As of the end of August 3, 406 S&P 500 companies had reported earnings for the June quarter. According to Thomson Reuters, 78% of those companies reported an earnings per share (EPS) above analyst estimates. That’s compared to the long-term average of 64%.
On the revenue side, the percentage of companies who’ve exceeded expectations is 73%. That too is a dramatic improvement of the long-term average of 60%.
These earnings beats are likely one of the main catalysts driving the market higher. Over the last month the SPDR S&P 500 ETF (SPY) has risen 3.7%, and we’re back up to the all-time highs last seen in January.
Looking at the sector breakdown, the sectors with the highest percentage of companies that have exceeded earnings expectations are health care (94%), consumer staples (90%), and technology (89%). (Telecom services has had all of its companies exceed expectations, but there are only three such companies in the S&P 500.)
It’s not exactly a surprise to see technology on that list. Even with well-publicized struggles of Facebook, that sector remains the market’s preeminent growth sector. Health care isn’t surprising either, as deregulation has allowed drug companies to keep drug costs high.
It is, however, a little more surprising to see consumer staples companies report such strong quarters, especially considering how out of favor the sector has been in 2018. Even with top holdings like Procter & Gamble, Pepsi, and Mondelez reporting strong quarters, the SPDR Consumer Staples ETF (XLP) is still down 4.5 percent year-to-date (though we should point out it’s up 3% over the last month to coincide with earnings season).

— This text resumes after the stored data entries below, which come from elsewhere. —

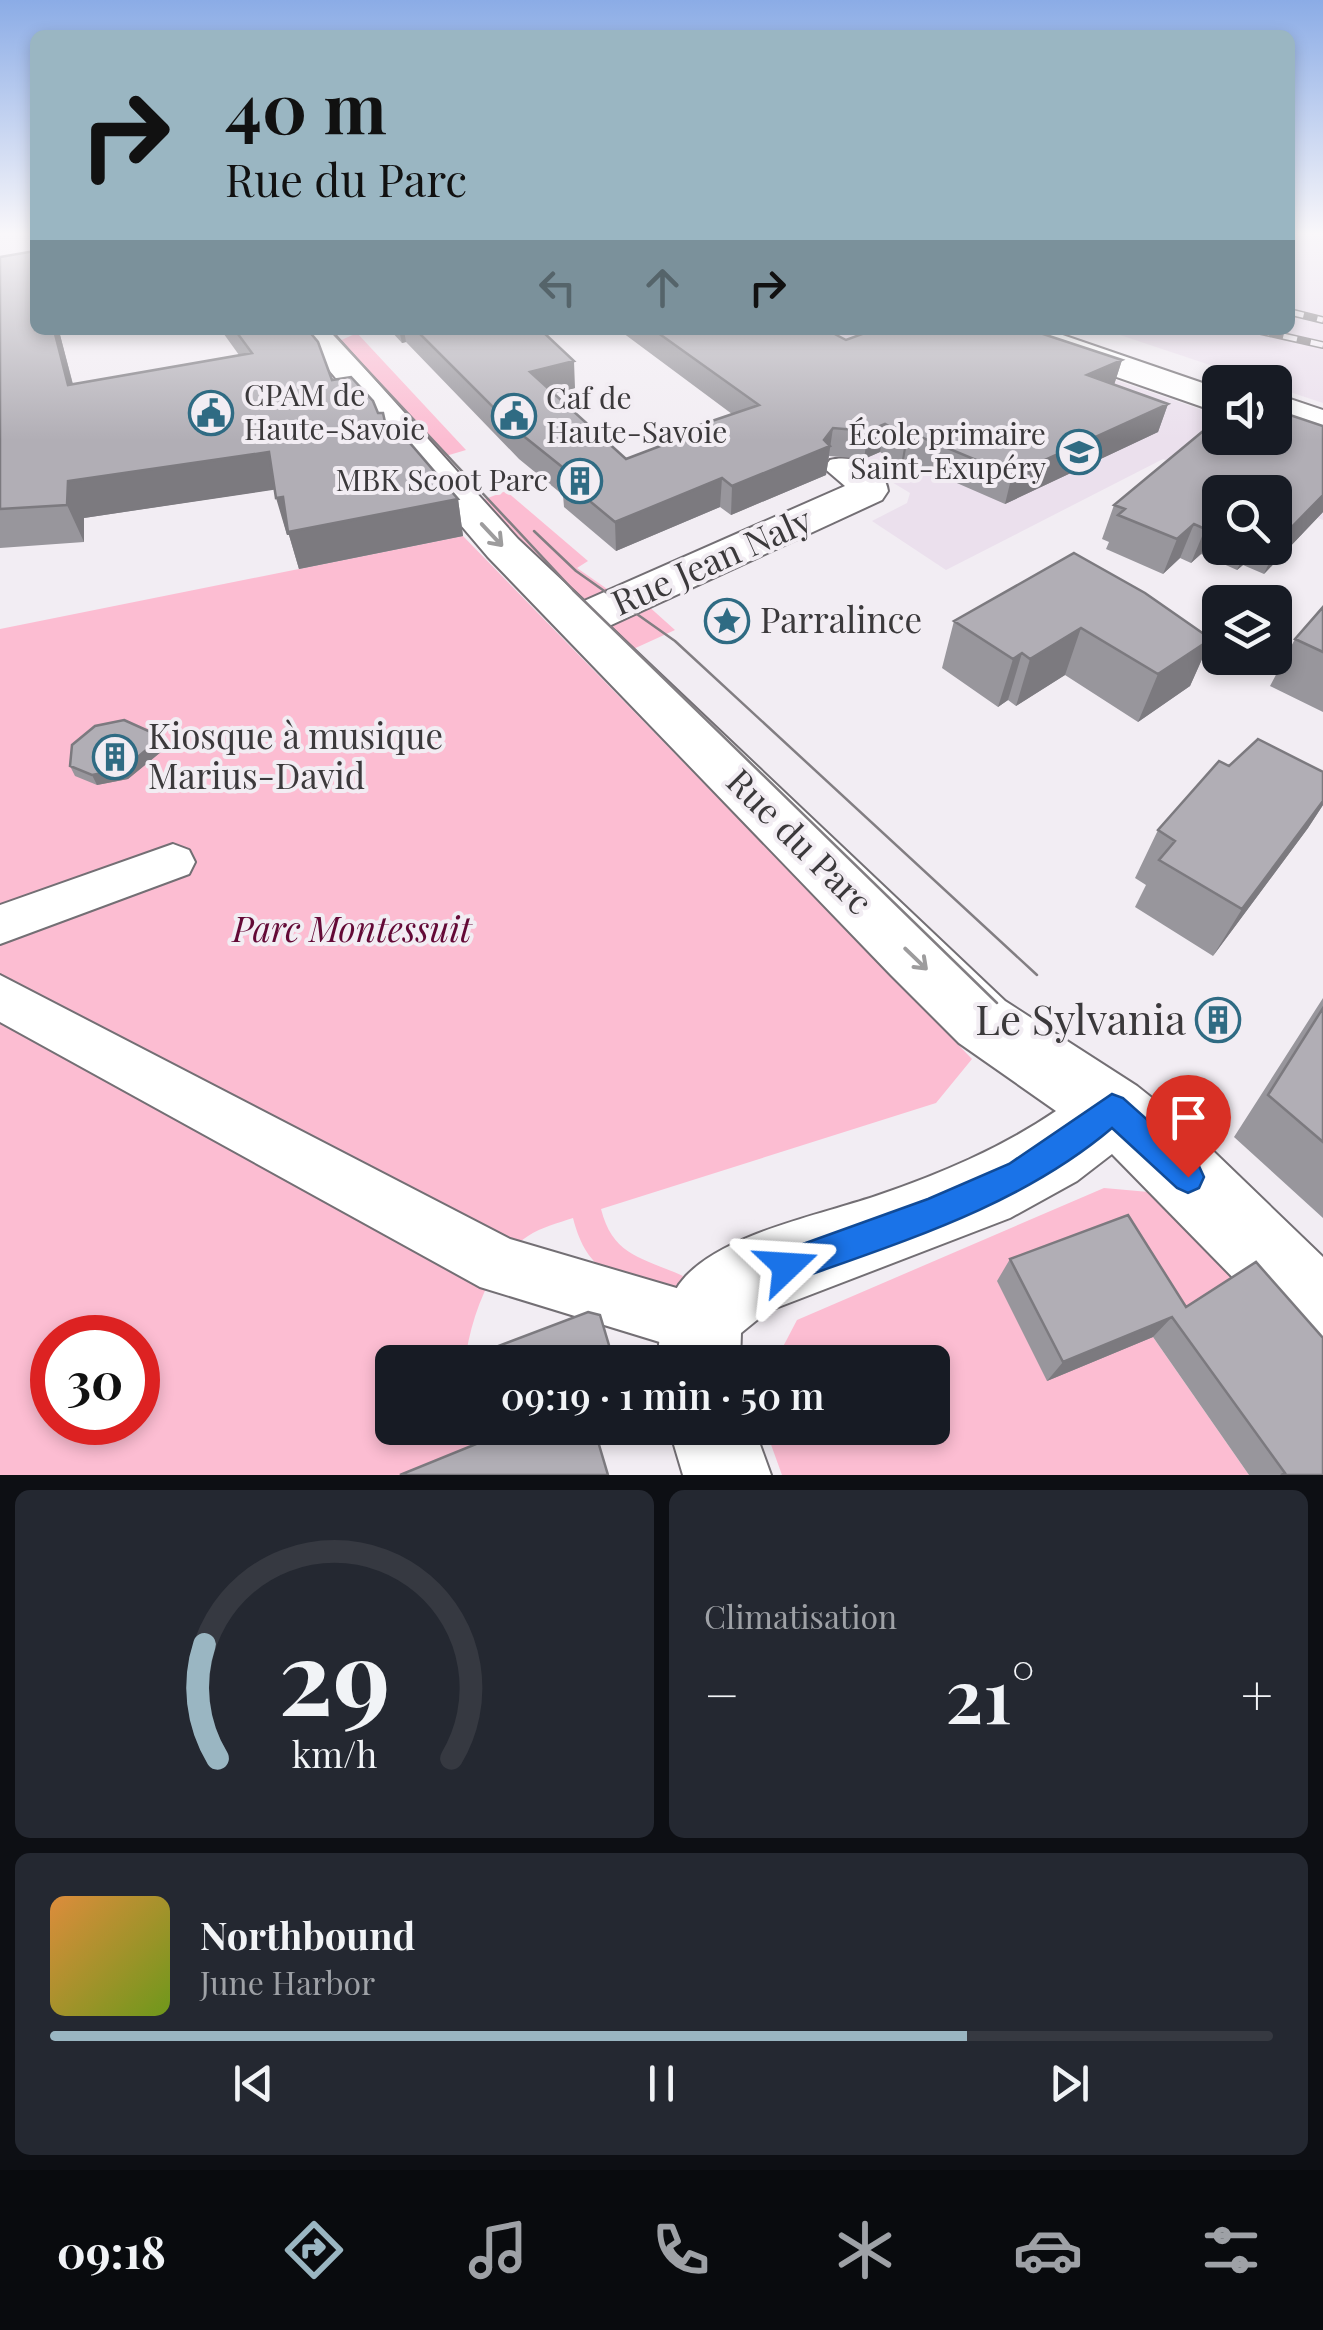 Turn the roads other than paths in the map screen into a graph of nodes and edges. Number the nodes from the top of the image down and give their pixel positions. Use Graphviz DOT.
graph roads {
  1 [pos="316,335"];
  2 [pos="1028,335"];
  3 [pos="1069,335"];
  4 [pos="1202,381"];
  5 [pos="1202,396"];
  6 [pos="1292,412"];
  7 [pos="1323,423"];
  8 [pos="1292,427"];
  9 [pos="1323,438"];
  10 [pos="844,468"];
  11 [pos="578,622"];
  12 [pos="173,862"];
  13 [pos="0,925"];
  14 [pos="0,997"];
  15 [pos="1112,1108"];
  16 [pos="1323,1313"];
  17 [pos="700,1344"];
  18 [pos="717,1445"];
  19 [pos="727,1475"];
  1 -- 11 [label="street, Rue du Parc, one-way"];
  2 -- 5 [label="street"];
  3 -- 4 [label="street"];
  6 -- 7 [label="street"];
  8 -- 9 [label="street"];
  10 -- 11 [label="street, Rue Jean Naly"];
  11 -- 15 [label="street, Rue du Parc, one-way"];
  12 -- 13 [label="street"];
  14 -- 17 [label="street"];
  15 -- 16 [label="street, Rue du Parc"];
  15 -- 17 [label="street"];
  18 -- 19 [label="street"];
}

Looking at the laggards, the energy sector is the only one of the 11 that has had less than 50% of companies exceed EPS expectations for the quarter, according to the Reuters analysis.
While this may seem like a reason to worry about their stock price, remember that energy companies are more closely correlated to the price of oil. Earnings do matter for energy companies, but generally speaking their stocks will move as oil moves.
This week is the last of the busiest earnings weeks, with over 1,100 companies reporting for the June quarter. Things will die down the third week of August, with only 254 companies scheduled to report.
Big names reporting this week include Disney, CVS, and Viacom, as well as recent tech IPOs like Snap Inc, Roku, and Dropbox.
As is typically the case, most of the largest retail companies are the last to report their earnings. The week of August 15th includes names like Walmart, JC Penney, Home Depot, Nordstrom, and Macy’s. This will be a particularly interesting earnings season for the retailers, as much of the sector has come back in 2018 (Macy’s, for example, has doubled since November 2017).
The point is this: while there will continue to be macro headlines that cause skepticism and fear, from an earnings standpoint it’s hard to say things aren’t looking good.